Caterpillar Quartet’s Threads Review
On their debut album, Threads (MP3, cassette), the Caterpillar Quartet play jazz both free and traditionally with equal skill. But while they’re clearly good at playing jazz in either style, it’s how this album presents the two sides of their musical personality that may (or may not) split fans.
Ken Kobayashi, Jochem van Dijk, Henry Raker, Steve Holtje
Photos by Eva Kapanadze, William Butler, (no credit), and John Ricard, respectfully
Recorded January 6th, 2019,
a year after they formed, Threads marks the first collaboration between drummer Ken Kobayashi, electric bass guitarist Jochem van Dijk, alto saxophonist Henry Raker, and keyboard player Steve Holtje (who, in the interest of full disclosure, is an old friend and former coworker).

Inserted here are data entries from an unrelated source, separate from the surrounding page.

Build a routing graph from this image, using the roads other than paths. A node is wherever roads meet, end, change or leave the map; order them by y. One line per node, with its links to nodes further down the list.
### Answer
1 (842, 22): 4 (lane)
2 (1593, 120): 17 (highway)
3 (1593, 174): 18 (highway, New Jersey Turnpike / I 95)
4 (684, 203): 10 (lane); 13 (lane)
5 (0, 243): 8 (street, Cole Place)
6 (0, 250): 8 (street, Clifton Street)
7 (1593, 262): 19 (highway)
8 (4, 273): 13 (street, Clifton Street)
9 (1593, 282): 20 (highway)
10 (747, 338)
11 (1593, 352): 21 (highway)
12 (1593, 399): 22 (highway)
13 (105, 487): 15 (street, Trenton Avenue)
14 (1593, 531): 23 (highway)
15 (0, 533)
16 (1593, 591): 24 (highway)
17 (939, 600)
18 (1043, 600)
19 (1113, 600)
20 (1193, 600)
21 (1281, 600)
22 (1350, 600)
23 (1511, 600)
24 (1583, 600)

Well, as a foursome, anyway; Caterpillar Quartet is an offshoot of Theoretical Mustache, which is what Kobayashi, van Dijk, and Holtje called themselves when they were a quintet with a guitarist and some sax players.

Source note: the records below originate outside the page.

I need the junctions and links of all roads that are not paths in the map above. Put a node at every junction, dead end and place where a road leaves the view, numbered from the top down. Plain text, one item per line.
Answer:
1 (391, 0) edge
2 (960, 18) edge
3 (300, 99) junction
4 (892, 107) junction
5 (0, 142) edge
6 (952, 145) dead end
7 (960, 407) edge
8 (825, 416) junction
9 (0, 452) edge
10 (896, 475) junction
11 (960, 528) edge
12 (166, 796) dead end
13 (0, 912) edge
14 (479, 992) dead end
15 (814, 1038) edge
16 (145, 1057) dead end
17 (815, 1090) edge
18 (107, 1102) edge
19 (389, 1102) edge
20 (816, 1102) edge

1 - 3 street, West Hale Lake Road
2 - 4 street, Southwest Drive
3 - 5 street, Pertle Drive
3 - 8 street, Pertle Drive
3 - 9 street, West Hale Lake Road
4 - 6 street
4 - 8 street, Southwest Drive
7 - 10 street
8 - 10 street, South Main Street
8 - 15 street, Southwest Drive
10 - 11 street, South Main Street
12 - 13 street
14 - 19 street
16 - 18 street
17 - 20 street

For the first half of Threads, the members of Caterpillar Quartet take a free jazz approach to their music. With loose, atmospheric tones, “Intimations” serves as both a bold opening statement and an overture for the first half of this collection, while the second track, “Skronky,” is a rather on-the-nose name for a tune in which Raker blows his sax like he’s trying to get someone’s attention, while van Dijk angrily massages his bass, and Kobayashi and Holtje match the cacophony.
Caterpillar Quartet’s Threads then mix the approaches of “Intimations” and “Skronky” for “The Machine In The Ghost,” mixing atmospheric tones and more aggressive sounds with no regard for a recognizable structure, before going back to the relatively laid-back approach of the former for the stark, sparse, and (again) on-the-nosy named “Noir,” which comes complete with Raker playing some smoky sax.

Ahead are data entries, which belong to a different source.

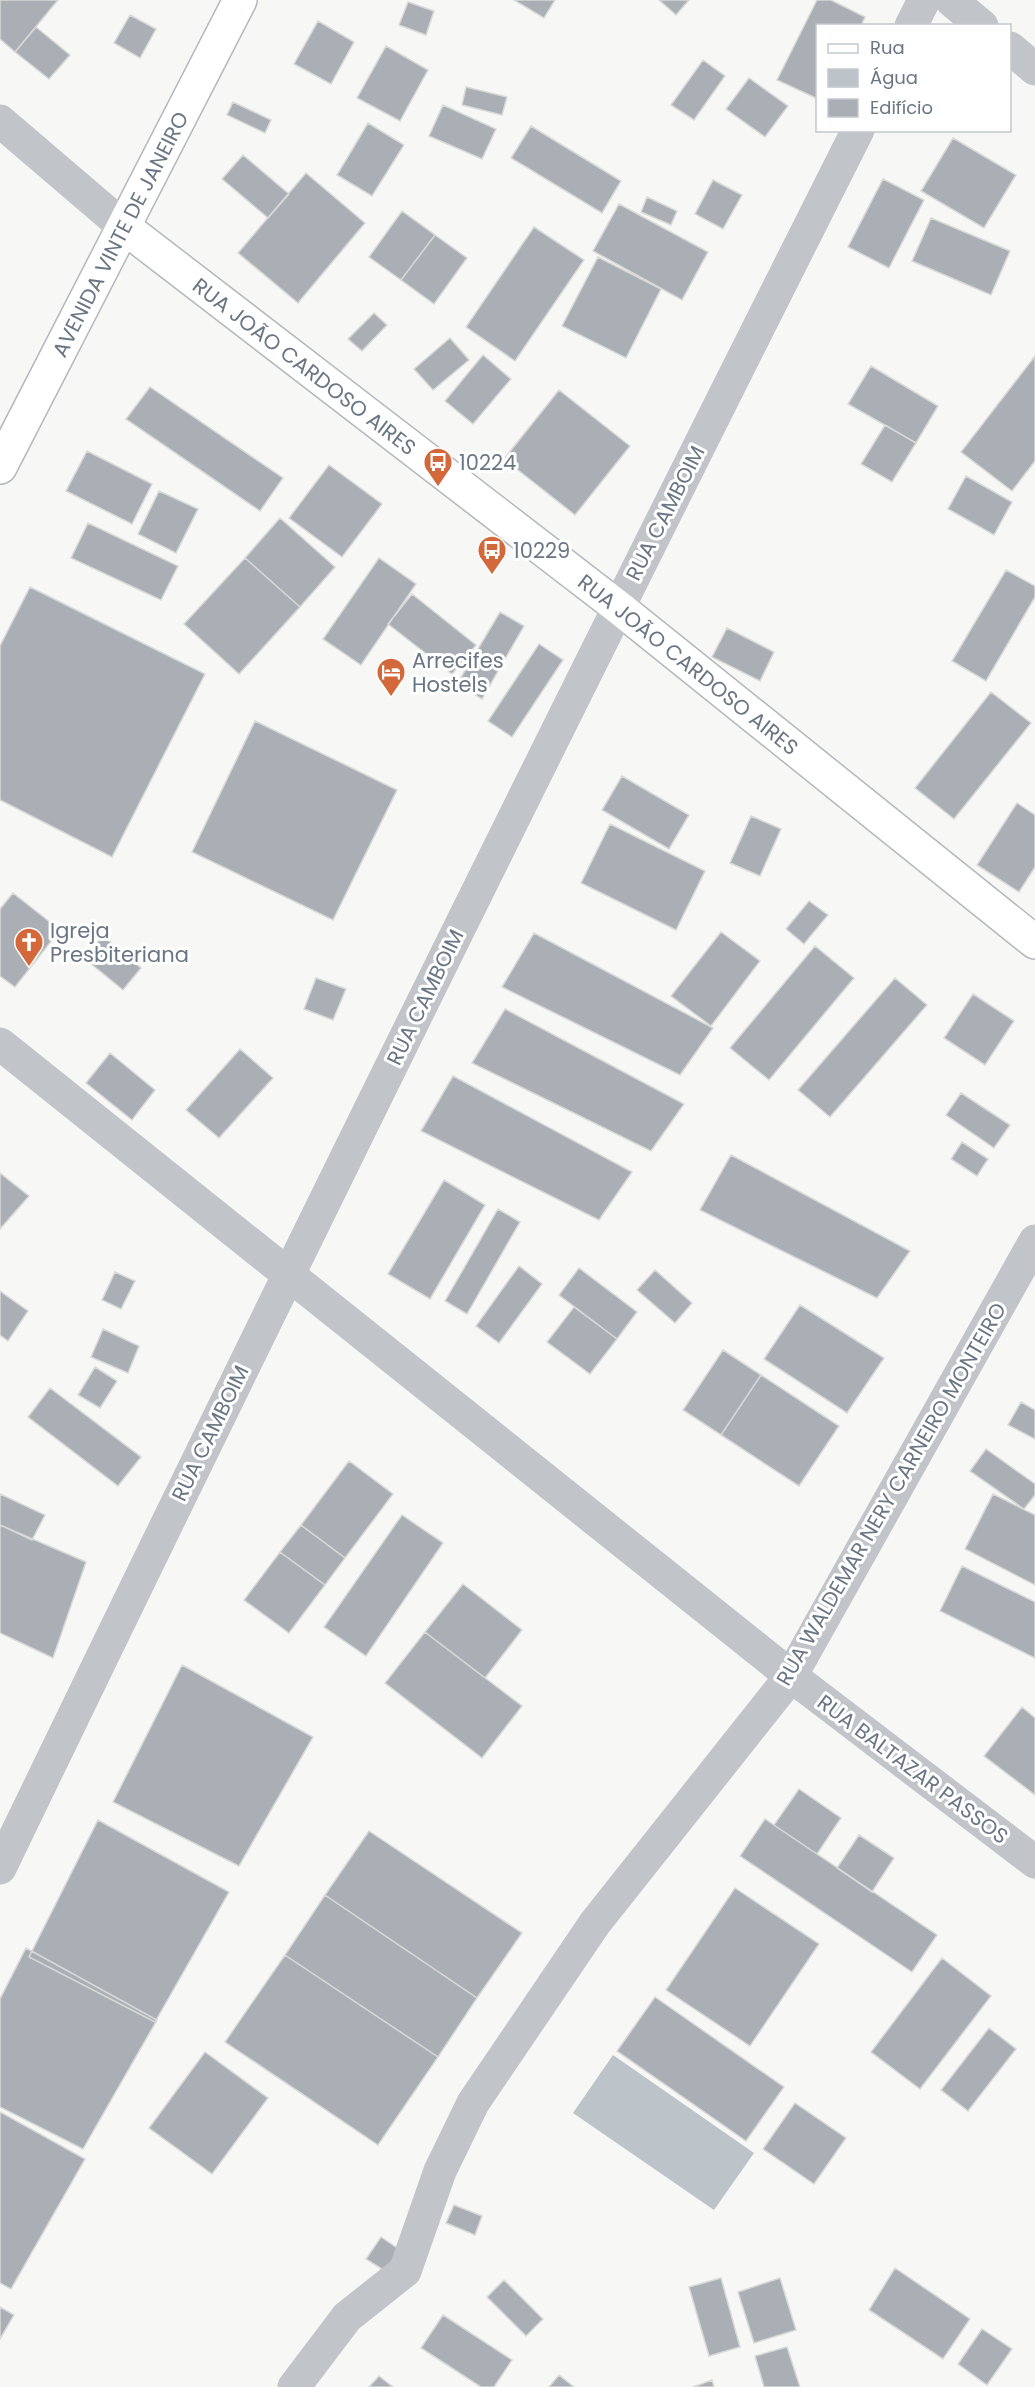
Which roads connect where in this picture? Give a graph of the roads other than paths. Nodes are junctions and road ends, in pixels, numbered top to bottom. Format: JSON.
{"nodes":[{"id":1,"x":240,"y":0,"type":"edge"},
{"id":2,"x":924,"y":0,"type":"edge"},
{"id":3,"x":951,"y":0,"type":"edge"},
{"id":4,"x":912,"y":24,"type":"edge"},
{"id":5,"x":980,"y":24,"type":"edge"},
{"id":6,"x":1011,"y":49,"type":"edge"},
{"id":7,"x":1035,"y":69,"type":"edge"},
{"id":8,"x":0,"y":121,"type":"edge"},
{"id":9,"x":857,"y":132,"type":"edge"},
{"id":10,"x":124,"y":227,"type":"junction"},
{"id":11,"x":0,"y":467,"type":"edge"},
{"id":12,"x":618,"y":607,"type":"junction"},
{"id":13,"x":1035,"y":942,"type":"edge"},
{"id":14,"x":0,"y":1044,"type":"edge"},
{"id":15,"x":1035,"y":1241,"type":"edge"},
{"id":16,"x":287,"y":1275,"type":"junction"},
{"id":17,"x":790,"y":1676,"type":"junction"},
{"id":18,"x":1035,"y":1862,"type":"edge"},
{"id":19,"x":0,"y":1868,"type":"edge"},
{"id":20,"x":294,"y":2387,"type":"edge"}],
"edges":[{"from":1,"to":10,"type":"street","name":"AVENIDA VINTE DE JANEIRO"},
{"from":2,"to":4,"type":"street"},
{"from":3,"to":5,"type":"street"},
{"from":6,"to":7,"type":"street"},
{"from":8,"to":10,"type":"street","name":"RUA JOÃO CARDOSO AIRES"},
{"from":9,"to":12,"type":"street","name":"RUA CAMBOIM"},
{"from":10,"to":11,"type":"street","name":"AVENIDA VINTE DE JANEIRO"},
{"from":10,"to":12,"type":"street","name":"RUA JOÃO CARDOSO AIRES"},
{"from":12,"to":13,"type":"street","name":"RUA JOÃO CARDOSO AIRES"},
{"from":12,"to":16,"type":"street","name":"RUA CAMBOIM"},
{"from":14,"to":16,"type":"street","name":"RUA BALTAZAR PASSOS"},
{"from":15,"to":17,"type":"street","name":"RUA WALDEMAR NERY CARNEIRO MONTEIRO"},
{"from":16,"to":17,"type":"street","name":"RUA BALTAZAR PASSOS"},
{"from":16,"to":19,"type":"street","name":"RUA CAMBOIM"},
{"from":17,"to":18,"type":"street","name":"RUA BALTAZAR PASSOS"},
{"from":17,"to":20,"type":"street","name":"RUA WALDEMAR NERY CARNEIRO MONTEIRO"}]}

Next, Threads continues with an almost punk-infused jazz track called “Tempest,” on which Kobayashi, van Dijk, and Holtje take a traditional jazz approach, but Raker plays his sax like he’s the guitar player in a classic rock band. Or the sax player in the rock-infused jazz band Machine Gun.
Threads then takes a decidedly sharp left turn with “Essence,” a beautiful and rather straight-forward piano-led piece that is the most traditional-sounding jazz tune on this disc. Though it also, like “Intimations” before it, serves as a good primer for what’s to follow. Which starts with song “Embers,” on which Kobayashi, van Dijk, Holtje, and Raker continue to play with the traditional jazz approach, albeit in a slightly more upbeat way.
“Embers” is followed on Threads by “Requiem,” which could be considered free jazz adjacent, though only barely, in how Raker gets slightly more aggressive while Kobayashi, van Dijk, and Holtje stay on the more traditional path. If the earlier songs “Skronky” and “The Machine In The Ghost” were Caterpillar Quartet channeling John Coltrane circa Live In Japan, then “Requiem” is Blue World-era Coltrane.
Caterpillar Quartet then end their debut with “Inside Out,” which goes all the way to the atmospheric approach of “Intimations,” but with a more traditional jazz structure and playing style.
Taken on their own, all of the tunes on Threads work really well, with “Intimations” and “Embers” being the stand out tracks. But while people who are fans of both free and traditionally structured jazz will enjoy this collection, they may not appreciate how the Caterpillar Quartet have essentially split the album in two. While some will appreciate the separation, others will undoubtedly wish they alternated between the free and traditionally-structured tracks, and still others will think they should’ve recorded more of both and released them as separate albums, maybe even under different names (Insect Collective comes to mind).
But still others will point out…
that since the only physical version of Threads being released on cassette (which has two sides), while fans can reconfigure the digital version how ever they wish, this structural debate is merely academic. Because regardless of how you listen to Threads — be it the way they intended or in some configuration of your own choosing — there’s no denying that the Caterpillar Quartet are on to something interesting.